Figure 4a--Ponded water in ruts and muck
holes prompt riders to pioneer new routes in
adjacent undisturbed areas.
Figure 4b--Results are an adjacent degraded
alignment and the development of a braided trail.
In braided trail sections, abandoned trail segments may slowly recover from impact through natural revegetation. However, the impact has usually dramatically altered the site's thermal, soil, and hydrologic characteristics. These changes affect the composition and structure of vegetation that can grow on the disturbed site. For example, a site that supported shrubs and grass before disturbance may only support sedges or other water-tolerant plants after disturbance. Abandoned routes may also recover enough to support subsequent trail use, but they are generally more sensitive to impact than virgin sites.
The impacts associated with braiding are a major concern for land managers because they dramatically increase the area of impacts associated with trail use (figure 5). Studies conducted in one area of Alaska documented that the average OHV trail had an impact area 34.6 feet wide (Connery 1984)--that's four times the width necessary for a single OHV track. Using that average width (34.6 feet), each mile of trail affects 4.2 acres. A single-track trail (8 feet wide) of the same length would affect just 0.97 acre per mile. Braided trail sections more than 200 feet wide are not uncommon within Alaska. For resource managers, the increase in area affected by braiding is significant in terms of resource destruction, habitat loss, and esthetics.
Figure 5--A braided trail in Alaska. More
than a dozen separate routes have been
pioneered in this section crossing a wetland.

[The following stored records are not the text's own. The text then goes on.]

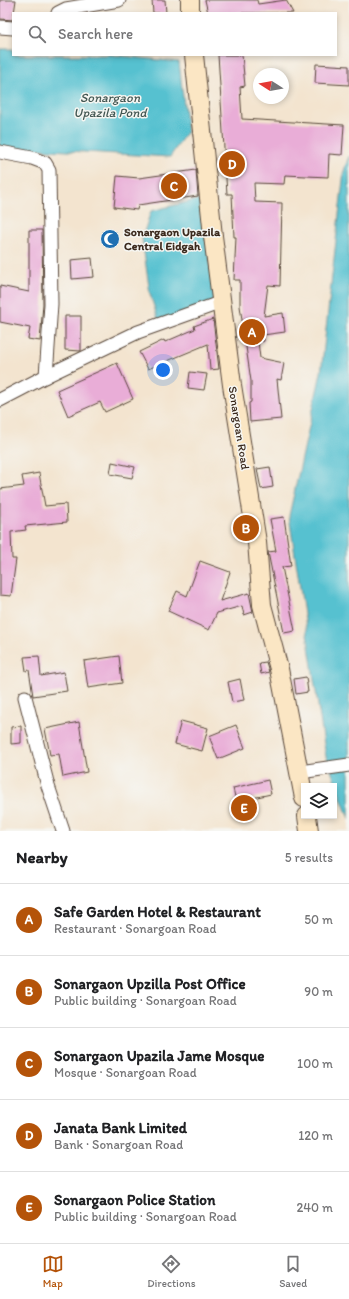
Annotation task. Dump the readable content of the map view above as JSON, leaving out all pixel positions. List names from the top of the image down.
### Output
{
  "streets": {
    "main road": ["Sonargoan Road"]
  },
  "water": ["Sonargaon Upazila Pond"],
  "places": {
    "mosque": ["Sonargaon Upazila Central Eidgah"]
  },
  "north": "left",
  "page": {
    "search": "Search here",
    "pins": [
      "D",
      "C",
      "A",
      "B",
      "E"
    ],
    "heading": ["Nearby", "5 results"],
    "list": [
      {
        "mark": "A",
        "name": "Safe Garden Hotel & Restaurant",
        "note": "Restaurant · Sonargoan Road",
        "value": "50 m"
      },
      {
        "mark": "B",
        "name": "Sonargaon Upzilla Post Office",
        "note": "Public building · Sonargoan Road",
        "value": "90 m"
      },
      {
        "mark": "C",
        "name": "Sonargaon Upazila Jame Mosque",
        "note": "Mosque · Sonargoan Road",
        "value": "100 m"
      },
      {
        "mark": "D",
        "name": "Janata Bank Limited",
        "note": "Bank · Sonargoan Road",
        "value": "120 m"
      },
      {
        "mark": "E",
        "name": "Sonargaon Police Station",
        "note": "Public building · Sonargoan Road",
        "value": "240 m"
      }
    ],
    "nav": ["Map", "Directions", "Saved"]
  }
}
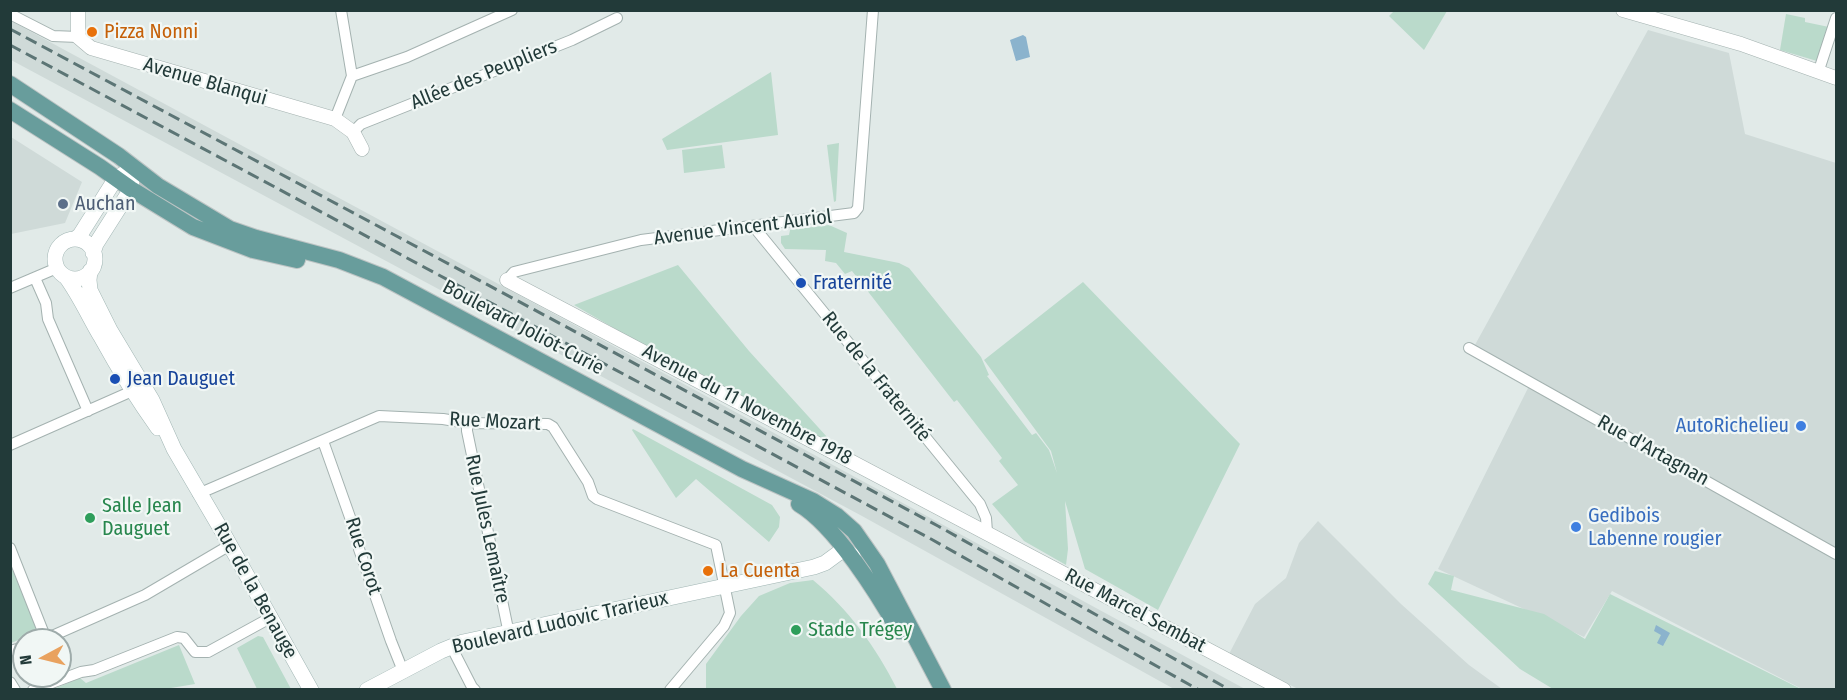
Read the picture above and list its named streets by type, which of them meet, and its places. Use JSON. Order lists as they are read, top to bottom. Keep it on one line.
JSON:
{"streets":{"main road":["Boulevard Joliot-Curie","Rue de la Benauge","Boulevard Ludovic Trarieux"],"street":["Allée des Peupliers","Avenue Blanqui","Avenue Vincent Auriol","Rue de la Fraternité","Avenue du 11 Novembre 1918","Rue Mozart","Rue d'Artagnan","Rue Jules Lemaître","Rue Corot","Rue Marcel Sembat"]},"crossings":[["Avenue Vincent Auriol","Rue de la Fraternité"],["Avenue Vincent Auriol","Avenue du 11 Novembre 1918"],["Boulevard Joliot-Curie","Boulevard Ludovic Trarieux"],["Rue de la Fraternité","Avenue du 11 Novembre 1918"],["Rue de la Fraternité","Rue Marcel Sembat"],["Avenue du 11 Novembre 1918","Rue Marcel Sembat"],["Rue Mozart","Rue Jules Lemaître"],["Rue Mozart","Rue Corot"],["Rue Mozart","Rue de la Benauge"],["Rue Mozart","Boulevard Ludovic Trarieux"],["Rue Jules Lemaître","Boulevard Ludovic Trarieux"],["Rue Corot","Boulevard Ludovic Trarieux"]],"places":["Pizza Nonni","Auchan","Fraternité","Jean Dauguet","AutoRichelieu","Salle Jean Dauguet","Gedibois Labenne rougier","La Cuenta","Stade Trégey"],"north":"left"}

Note the wet trail conditions and numerous
potholes. At this site, trail impacts affect an
area more than 250 feet wide. Braiding significantly
extends the area of impact by modifying
vegetation cover, surface hydrology, and soil
In Alaska, the cycle of degradation is well studied and documented (Connery 1984; Connery, Meyers, and Beck 1985; Ahlstrand and Racine 1990, 1993; and Happe, Shea, and Loya 1998). Responding to the impact has been more difficult. The problem is also compounded by rapidly expanding OHV use and increased OHV trail mileage. One study conducted by the Bureau of Land Management documented a 76-percent increase in miles of trail from the early 1970s to the late 1990s (Muenster 2001). Significant increases have also been observed in many other areas of Alaska. These increases in trail mileage and their associated environmental impacts on soil, vegetation, habitat, and water resource values have given resource managers a legitimate reason to be concerned about the impacts associated with degraded OHV trails.